“Toward the last it was hard for him to converse, and he bade us no formal farewell. But the words, as we noted them down, were words of cheer and comfort: ‘You have nothing to fear, for the present or the future.’ And so was given to him the victory over death, through faith in Jesus.”
Is that dying? He sleeps with his fathers. He has gone to see the King in his beauty, in a land not very far off.

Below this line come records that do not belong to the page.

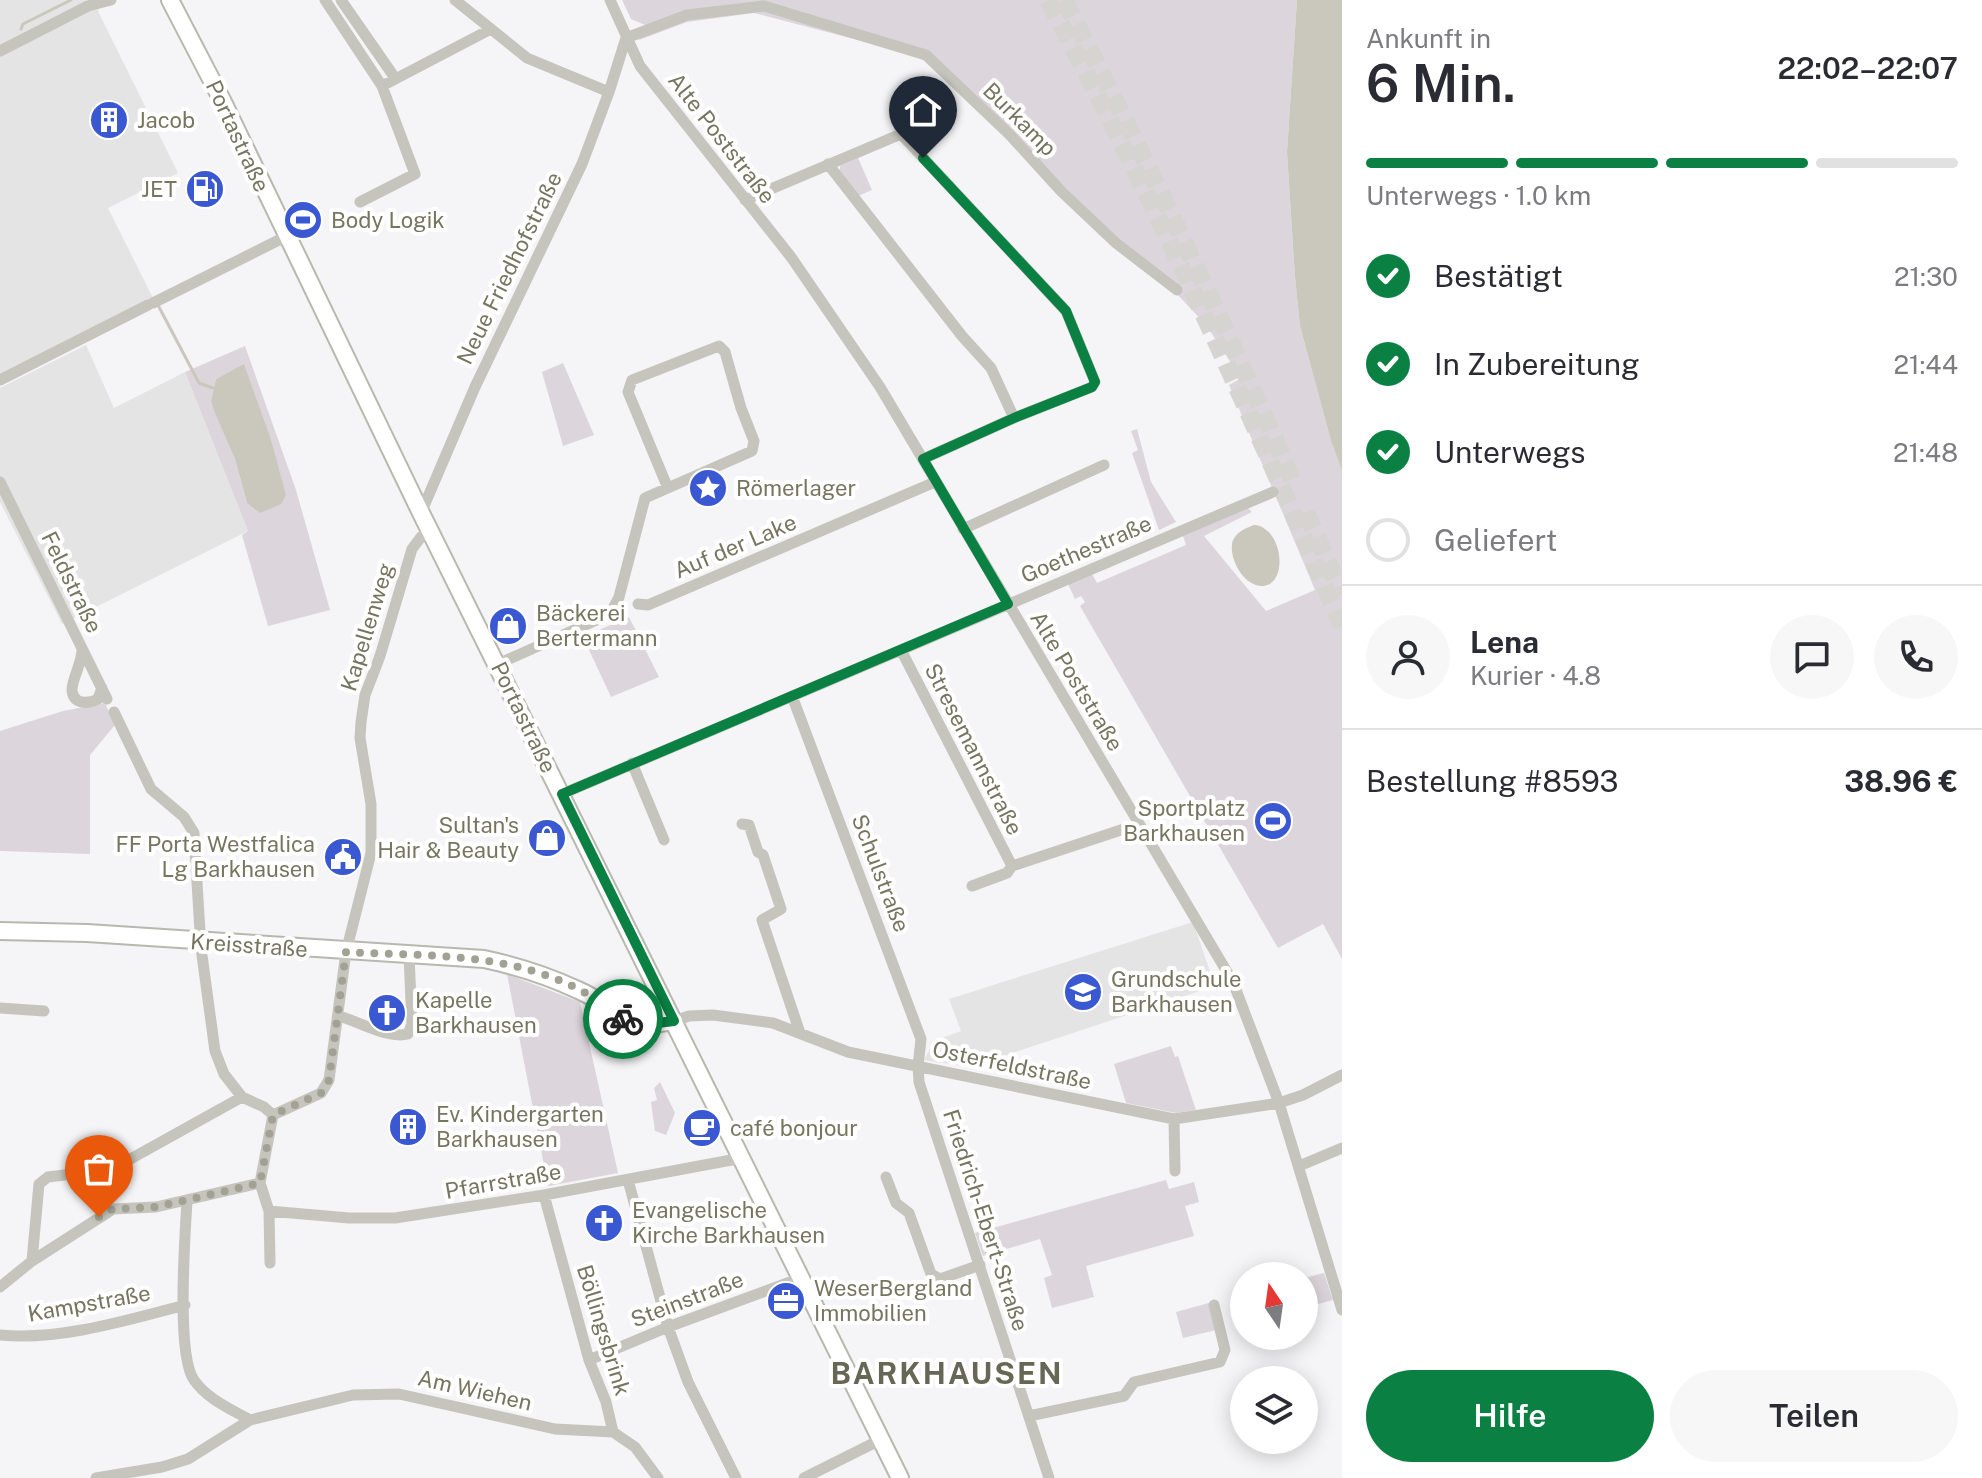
<!DOCTYPE html>
<html lang="de">
<head>
<meta charset="utf-8">
<style>
	:root { --surface:#fff; --page:#f7f7f7; --text:#2b2b33; --muted:#7c7c81; --line:#e1e1e2; --accent:#0b8043 }
	body { margin:0; font-family:"Public Sans",sans-serif; background:var(--page); color:var(--text); height:100vh; display:flex; flex-direction:column; font-size:30px; white-space:nowrap }
	* { box-sizing:border-box; margin:0 }
	p { font-size:26px; color:var(--muted) }
	.icon { flex:none; width:44px; height:44px; fill:none; stroke:currentColor; stroke-width:2; stroke-linecap:round; stroke-linejoin:round }
	.map { position:relative; flex:1; overflow:hidden }
	.side { display:flex; flex-direction:column; background:var(--surface); width:640px }
	.side>* { flex:none }
	.needle { width:52px; rotate:347deg }
	.fabs { position:absolute; left:1230px; top:1262px; display:grid; gap:16px }
	.fabs a { display:grid; place-items:center; width:88px; height:88px; border-radius:50%; background:var(--surface); box-shadow:0 4px 20px #0003; font-size:40px }
	.pin { position:absolute; display:grid; place-items:center; width:68px; height:68px; color:#fff; margin:-82px -34px; border-radius:50% 50% 50% 0; rotate:-45deg; box-shadow:0 0 8px #0007 }
	.pin .icon { rotate:45deg }
	.courier { position:absolute; display:grid; place-items:center; width:80px; height:80px; margin:-40px; border:6px solid #0b8043; border-radius:50%; background:#fff; color:#222; box-shadow:0 2px 10px #0007 }
	.summary em { font-style:normal; font-weight:600 }
	.summary div { display:flex; flex-direction:column-reverse }
	.summary { display:flex; align-items:center; justify-content:space-between; height:136px; padding:0 24px }
	h1 { font-size:52px; font-weight:600; line-height:60px }
	.bar { display:grid; grid-template-columns:repeat(4,1fr); gap:12px 8px; align-content:center; height:96px; padding:0 24px }
	.bar i { height:10px; border-radius:6px; background:var(--line) }
	.bar .active { background:var(--accent) }
	.bar p { grid-column:span 4 }
	.line { display:flex; align-items:center; gap:20px; padding:0 24px; border-top:2px solid var(--line) }
	.line div { flex:1 }
	.round { display:grid; place-items:center; flex:none; width:84px; height:84px; border-radius:42px; background:var(--page) }
	ol { padding:0 24px; list-style:none }
	li { display:flex; align-items:center; gap:24px; height:88px }
	li p { margin-inline-start:auto }
	li .icon { padding:8px; border-radius:50%; background:var(--accent); color:#fff; stroke-width:4 }
	li:last-child { color:var(--muted) }
	li i { width:44px; height:44px; border:4px solid var(--line); border-radius:50% }
	.cta { display:flex; gap:16px; margin-top:auto; padding:16px 24px }
	.cta a { flex:1; height:92px; border-radius:48px; background:var(--accent); color:#fff; font-size:32px; font-weight:600; line-height:92px; text-align:center }
	.cta a+a { background:var(--page); color:var(--text) }
	main { display:flex; flex:1; min-height:0 }
	.map>svg:first-child { display:block }
	.built { fill:#e5e4e4 }
	.green { fill:#ddd5dc; fill-rule:evenodd }
	.water { fill:#cac7bc }
	.lines { fill:none; stroke-linecap:round; stroke-linejoin:round }
	.stream { stroke:#cac7bc; stroke-width:3 }
	.trunk-tunnel { stroke:#d5d4d0; stroke-width:18; stroke-dasharray:18 9; stroke-linecap:butt }
	.secondary-casing { stroke:#b8b8ae; stroke-width:20 }
	.minor { stroke:#c5c5be; stroke-width:11 }
	.secondary { stroke:#fff; stroke-width:16 }
	.done { stroke:#a2a294; stroke-width:8; stroke-dasharray:0 14.4 }
	.route { stroke:#0b8043; stroke-width:10 }
	.labels { text-anchor:middle; stroke-width:8; stroke-linejoin:round; paint-order:stroke }
	.street-label { font-size:22px; fill:#767660; stroke:#fff }
	.poi-label { font-size:22px; fill:#767660; stroke:#fff; text-anchor:start }
	.district-label { font-size:30px; font-weight:bold; letter-spacing:2px; fill:#676756; stroke:#fff }
</style>
</head>
<body>
<main>
<div class="map">
<svg width="1342" height="1478" viewBox="0 0 1342 1478">
	<rect width="100%" height="100%" fill="#f5f4f6"/>
	<path class="built" d="M0,0H96L99,13L178,173L108,208L153,298L0,379Z
		M86,345L114,408L185,372L248,531L62,624L0,502V388Z
		M1193,922L1215,986L970,1067L924,1060L934,1041L961,1031L949,999Z"/>
	<path class="green" d="M622,0H1297L1287,152L1295,277L1300,326L1331,441L1342,471V959L1323,924L1278,948L1080,606L1085,602L1081,596L1075,599L1068,584L1092,574L1097,583L1186,545L1183,536L1248,508L1252,512L1204,536L1266,611L1315,590L1229,385L1241,378L1206,325L1176,293L930,59L754,13L687,22L639,40L645,25L631,19Z
		M858,158L872,190L858,196L840,171V166Z
		M245,346L296,490L330,610L268,626L242,535L248,531L185,372ZM244,365L270,436L279,476L247,503L235,459L211,401L216,379Z
		M563,363L594,435L563,446L542,372Z
		M1137,429L1151,482L1176,522L1159,530L1132,453L1138,450L1131,431Z
		M629,617L659,677L611,697L583,637Z
		M105,703L115,725L90,755V854L0,851V731L63,711Z
		M507,974L580,1002L618,1173L548,1186Z
		M1171,1046L1175,1057L1178,1056L1196,1110L1176,1113L1126,1103L1114,1064Z
		M660,1082L675,1113L666,1135L655,1131L651,1102L657,1100L654,1088Z
		M1166,1180L1169,1189L1194,1182L1199,1202L1185,1206L1194,1236L1086,1266L1094,1297L1052,1308L1044,1278L1052,1275L1040,1239L983,1256L975,1233Z
		M1324,1273L1333,1300L1304,1308V1278Z
		M1209,1303L1216,1330L1183,1338L1176,1312Z"/>
	<path class="water" d="M1297,0H1342V471L1331,441L1300,326L1295,277L1287,152Z
		M244,364L270,436L286,495L281,504L260,513L247,503L235,459L215,413L211,401L216,379Z
		M1254,525C1283,527 1289,584 1263,586C1245,587 1230,561 1232,545C1233,533 1246,528 1254,525Z"/>
	<g class="lines">
		<path class="stream" d="M21,29L23,24L71,0
			M159,307L199,383L216,389"/>
		<path class="trunk-tunnel" d="M1048,0C1157,204 1251,415 1342,626
			M1064,0C1146,158 1222,318 1293,481
			M1306,512L1342,594"/>
		<g class="secondary-casing">
			<path id="secondary" d="M170,0L223,102L421,513L900,1478
				M0,931L87,933L484,959C517,966 548,976 578,990C622,1009 617,1032 674,1021"/>
		</g>
		<path class="minor" d="M325,0L382,86L491,29
			M341,0L395,78
			M455,0L527,58L609,92
			M610,0L640,66L791,257L880,387L1233,982L1279,1103L1342,1310
			M626,38L687,15L764,6L926,55L1010,135L1061,191L1116,243L1177,290
			M0,51L88,6L111,0
			M828,164L962,336L991,368L1014,418
			M745,200L901,134L1066,311L1095,382L1092,387L1014,418L923,459
			M360,202L415,174L382,86
			M153,303L287,236
			M0,380L148,305
			M0,482L107,699
			M421,513L475,387L582,164L609,92L626,38
			M963,529L1104,465
			M638,604L648,605L935,482
			M82,650C82,663 72,679 72,690C73,705 89,704 98,699L102,688
			M901,650L1012,866L1139,824
			M498,664L610,614L619,597L645,498L752,451L754,441L741,408L725,352L719,346L632,380L628,392L667,486
			M792,696L921,1039L918,1066L919,1082L1049,1478
			M114,712L151,789L184,817L194,833L201,948L215,1051L224,1074L242,1097
			M632,763L664,840
			M562,794L1273,492
			M742,824L749,825L758,852L763,855L781,909L762,920L800,1033
			M972,886L1007,873L1012,866
			M0,1008L44,1011
			M339,1016C360,1022 388,1039 408,1034L412,1024L409,955
			M674,1021L689,1016L713,1015L773,1023L848,1052L1174,1119L1279,1103L1303,1095L1342,1075
			M273,1115L321,1093L329,1080L346,952L371,853V804L360,738L361,722L365,695L380,656L412,549L421,537L431,532
			M1174,1119L1175,1171
			M1299,1166L1342,1148
			M886,1177L896,1203L909,1213L931,1274L940,1279L980,1265
			M628,1180L668,1327L688,1382L736,1478
			M544,1195L589,1360L606,1402L613,1432
			M187,1201C185,1236 176,1355 194,1380C207,1399 231,1409 250,1420L353,1395L399,1394L555,1429L613,1432L635,1447L658,1478
			M269,1211L349,1218H395L544,1195L742,1158
			M32,1261L39,1184L48,1177L97,1171L125,1162L242,1097L264,1107L273,1115
			M270,1263L269,1211L260,1183L273,1115
			M0,1287L32,1261L113,1209L156,1207L260,1183
			M0,1335C59,1341 128,1320 185,1305
			M589,1360L668,1327L801,1278
			M1029,1416L1124,1396L1134,1382L1220,1362L1225,1350L1214,1305
			M96,1478L162,1467L188,1459L250,1420
			M804,1478L880,1440"/>
		<use href="#secondary" class="secondary"/>
	</g>
	<g class="lines">
		<path class="done" d="M99,1217L113,1209L156,1207L260,1183L273,1115L321,1093L329,1080L346,952C426,956 510,952 582,991C597,999 608,1012 623,1019"/>
		<path class="route" d="M623,1019L641,1025L674,1021L562,794L1008,604L923,459L1014,418L1092,387L1095,382L1066,311L923,158"/>
	</g>
	<defs>
		<g id="building-disc" transform="scale(2)"><circle r="9.5" fill="#3958d1" stroke="#fff"/><path d="M-4-6H4V6H1V3H-1V6H-4ZM-2.5-4.3h1.7v1.8h-1.7ZM.8-4.3h1.7v1.8H.8ZM-2.5-1h1.7V.8h-1.7ZM.8-1h1.7V.8H.8Z" fill="#fff"/></g>
		<g id="fuel-disc" transform="scale(2)"><circle r="9.5" fill="#3958d1" stroke="#fff"/><path d="M-5.5-6h7V0h2V4h1.3V-2.5L3-4.5l.8-.8L6-3V5H2.5V1h-1V6h-7ZM-4.2-4.7v3.2H.2V-4.7Z" fill="#fff"/></g>
		<g id="stadium-disc" transform="scale(2)"><circle r="9.5" fill="#3958d1" stroke="#fff"/><path d="M0-5a6.5 5 0 1 0 0 10a6.5 5 0 1 0 0-10ZM-3.5-1.8h7v3.6h-7Z" fill="#fff"/></g>
		<g id="sight-disc" transform="scale(2)"><circle r="9.5" fill="#3958d1" stroke="#fff"/><path d="M0-6L1.8-2.2L6-1.7L2.9 1.2L3.7 5.4L0 3.3L-3.7 5.4L-2.9 1.2L-6-1.7L-1.8-2.2Z" fill="#fff"/></g>
		<g id="shop-disc" transform="scale(2)"><circle r="9.5" fill="#3958d1" stroke="#fff"/><path d="M-5-2.5h2.3a2.7 3.5 0 0 1 5.4 0H5L5.5 6h-11ZM-1.5-2.5h3a1.5 2.3 0 0 0-3 0Z" fill="#fff"/></g>
		<g id="civic-disc" transform="scale(2)"><circle r="9.5" fill="#3958d1" stroke="#fff"/><path d="M-.6-6.5H3V-4.5H.6V-3L4-1V1h2V6H-6V1h2V-1L-.6-3ZM-1.2 2.5V6h2.4V2.5Z" fill="#fff"/></g>
		<g id="school-disc" transform="scale(2)"><circle r="9.5" fill="#3958d1" stroke="#fff"/><path d="M0-5L7-2L0 1L-7-2ZM-4 1L0 2.5L4 1V4Q0 6-4 4Z" fill="#fff"/></g>
		<g id="church-disc" transform="scale(2)"><circle r="9.5" fill="#3958d1" stroke="#fff"/><path d="M-1.2-6h2.4v3.5h3.3v2.4h-3.3V6h-2.4V-.1h-3.3v-2.4h3.3Z" fill="#fff"/></g>
		<g id="cafe-disc" transform="scale(2)"><circle r="9.5" fill="#3958d1" stroke="#fff"/><path d="M-5.5-4.5H6V0H3Q3 3.5 0 3.5H-2.5Q-5.5 3.5-5.5 0ZM3-3.2v2h1.7v-2ZM-6 4.5H4V6H-6Z" fill="#fff"/></g>
		<g id="office-disc" transform="scale(2)"><circle r="9.5" fill="#3958d1" stroke="#fff"/><path d="M-6-3h4V-5.5h4V-3h4V5H-6ZM-1-4.5V-3h2v-1.5ZM-6 0V1H6V0Z" fill="#fff"/></g>
	</defs>
	<g fill-rule="evenodd">
		<use href="#building-disc" x="109" y="120"/>
		<use href="#fuel-disc" x="205" y="189"/>
		<use href="#stadium-disc" x="303" y="220"/>
		<use href="#sight-disc" x="708" y="488"/>
		<use href="#shop-disc" x="508" y="626"/>
		<use href="#stadium-disc" x="1273" y="821"/>
		<use href="#shop-disc" x="547" y="838"/>
		<use href="#civic-disc" x="343" y="857"/>
		<use href="#school-disc" x="1083" y="992"/>
		<use href="#church-disc" x="387" y="1013"/>
		<use href="#building-disc" x="408" y="1127"/>
		<use href="#cafe-disc" x="702" y="1128"/>
		<use href="#church-disc" x="604" y="1223"/>
		<use href="#office-disc" x="786" y="1301"/>
	</g>
	<g class="labels">
		<g class="street-label">
			<text transform="translate(1020 119) rotate(45)" y="8">Burkamp</text>
			<text transform="translate(238 136) rotate(65)" y="8">Portastraße</text>
			<text transform="translate(722 138) rotate(52)" y="8">Alte Poststraße</text>
			<text transform="translate(509 268) rotate(-64)" y="8">Neue Friedhofstraße</text>
			<text transform="translate(735 546) rotate(-23)" y="8">Auf der Lake</text>
			<text transform="translate(1086 549) rotate(-23)" y="8">Goethestraße</text>
			<text transform="translate(72 582) rotate(64)" y="8">Feldstraße</text>
			<text transform="translate(367 627) rotate(-73)" y="8">Kapellenweg</text>
			<text transform="translate(1077 681) rotate(59)" y="8">Alte Poststraße</text>
			<text transform="translate(524 717) rotate(64)" y="8">Portastraße</text>
			<text transform="translate(974 749) rotate(63)" y="8">Stresemannstraße</text>
			<text transform="translate(881 873) rotate(69)" y="8">Schulstraße</text>
			<text transform="translate(249 945) rotate(4)" y="8">Kreisstraße</text>
			<text transform="translate(1012 1065) rotate(12)" y="8">Osterfeldstraße</text>
			<text transform="translate(503 1181) rotate(-10)" y="8">Pfarrstraße</text>
			<text transform="translate(986 1220) rotate(72)" y="8">Friedrich-Ebert-Straße</text>
			<text transform="translate(687 1299) rotate(-21)" y="8">Steinstraße</text>
			<text transform="translate(89 1303) rotate(-10)" y="8">Kampstraße</text>
			<text transform="translate(604 1330) rotate(73)" y="8">Böllingsbrink</text>
			<text transform="translate(475 1390) rotate(13)" y="8">Am Wiehen</text>
		</g>
		<g class="poi-label">
			<text x="137" y="128">Jacob</text>
			<text x="177" y="197" text-anchor="end">JET</text>
			<text x="331" y="228">Body Logik</text>
			<text x="736" y="496">Römerlager</text>
			<text x="536" y="621">Bäckerei<tspan x="536" dy="25">Bertermann</tspan></text>
			<text x="1245" y="816" text-anchor="end">Sportplatz<tspan x="1245" dy="25">Barkhausen</tspan></text>
			<text x="519" y="833" text-anchor="end">Sultan's<tspan x="519" dy="25">Hair &amp; Beauty</tspan></text>
			<text x="315" y="852" text-anchor="end">FF Porta Westfalica<tspan x="315" dy="25">Lg Barkhausen</tspan></text>
			<text x="1111" y="987">Grundschule<tspan x="1111" dy="25">Barkhausen</tspan></text>
			<text x="415" y="1008">Kapelle<tspan x="415" dy="25">Barkhausen</tspan></text>
			<text x="436" y="1122">Ev. Kindergarten<tspan x="436" dy="25">Barkhausen</tspan></text>
			<text x="730" y="1136">café bonjour</text>
			<text x="632" y="1218">Evangelische<tspan x="632" dy="25">Kirche Barkhausen</tspan></text>
			<text x="814" y="1296">WeserBergland<tspan x="814" dy="25">Immobilien</tspan></text>
		</g>
		<g class="district-label">
			<text x="947" y="1384">BARKHAUSEN</text>
		</g>
	</g>
</svg>
<div class="fabs">
<a><svg class="needle" viewBox="-14 -14 28 28"><path d="M0-13l5 13h-10z" fill="#e53935"/><path d="M0 13l5-13h-10z" fill="#7c7c81"/></svg></a>
<a><svg class="icon" aria-label="layers" viewBox="0 0 24 24"><path d="M12 4l9 5-9 5-9-5zM3 14l9 5 9-5"/></svg></a>
</div>
<div class="pin" style="left:99px;top:1217px;background:#ea580c"><svg class="icon" aria-label="bag" viewBox="0 0 24 24"><path d="M5 8h14l-1 12H6zM9 8a3 3 0 0 1 6 0"/></svg></div>
<div class="pin" style="left:923px;top:158px;background:#1f2937"><svg class="icon" aria-label="home" viewBox="0 0 24 24"><path d="M3 11l9-7 9 7M6 9v11h12V9"/></svg></div>
<div class="courier" style="left:623px;top:1019px"><svg class="icon" aria-label="bike" viewBox="0 0 24 24"><circle cx="6" cy="16" r="4"/><circle cx="18" cy="16" r="4"/><path d="M6 16l4-8h5l3 8M10 8l3 8H6M13 5h3"/></svg></div>
</div>
<section class="side">
<div class="summary"><div><h1>6 Min.</h1><p>Ankunft in</p></div><em>22:02–22:07</em></div>
<div class="bar"><i class="active"></i><i class="active"></i><i class="active"></i><i></i><p>Unterwegs · 1.0 km</p></div>
<ol>
<li><svg class="icon" aria-label="check" viewBox="0 0 24 24"><path d="M5 12l5 5 9-10"/></svg>Bestätigt<p>21:30</p></li>
<li><svg class="icon" aria-label="check" viewBox="0 0 24 24"><path d="M5 12l5 5 9-10"/></svg>In Zubereitung<p>21:44</p></li>
<li><svg class="icon" aria-label="check" viewBox="0 0 24 24"><path d="M5 12l5 5 9-10"/></svg>Unterwegs<p>21:48</p></li>
<li><i></i>Geliefert</li>
</ol>
<div class="line" style="height:144px"><a class="round"><svg class="icon" aria-label="person" viewBox="0 0 24 24"><circle cx="12" cy="8" r="4"/><path d="M4 21q1-7 8-7t8 7"/></svg></a><div><b>Lena</b><p>Kurier · 4.8</p></div><a class="round"><svg class="icon" aria-label="chat" viewBox="0 0 24 24"><path d="M4 5h16v11H9l-5 4z"/></svg></a><a class="round"><svg class="icon" aria-label="phone" viewBox="0 0 24 24"><path d="M5 4h4l2 5-3 2q2 4 5 5l2-3 5 2v4C11 20 4 13 5 4z"/></svg></a></div>
<div class="line" style="height:104px"><div>Bestellung #8593</div><b>38.96 €</b></div>
<div class="cta"><a>Hilfe</a><a>Teilen</a></div>
</section>
</main>
</body>
</html>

As loving hands ministered to him in his sickness, loving hearts mourned at his death. On the Wednesday following he was buried. A half a dozen brothers in the ministry were present at his funeral, and, fittingly, Mr. Breed of the House of Hope preached the sermon.
This is success.
S. R. R.
SOLOMON.
In the summer of 1874 Rev. John P. Williamson made a tour up the Missouri River as far as Fort Peck. His judgment was that there was no opening at that place for the establishment of a new mission, but that something might possibly be done by native Dakotas. In the meantime, we had heard from the regions farther north than Fort Peck, where some of our church-members had gone after the outbreak of 1862. Somewhere up in Manitoba, near Fort Ellice, was Henok Appearing Cloud, with his relatives. His mother, Mazaskawin,—Silver-Woman,—was a member of the Hazelwood church, and his father, Wamde-okeya,—Eagle Help,—had been my old helper in Dakota translations. These were all near relatives of Solomon Toonkanshaecheye, one of our native pastors.
Dr. Williamson, by correspondence with the Presbyterian Board, obtained an appropriation of several hundred dollars to send a native missionary to these Dakotas in Canada. Solomon gladly accepted the undertaking, and in the month of June, 1875, started for Manitoba with Samuel Hopkins for a companion.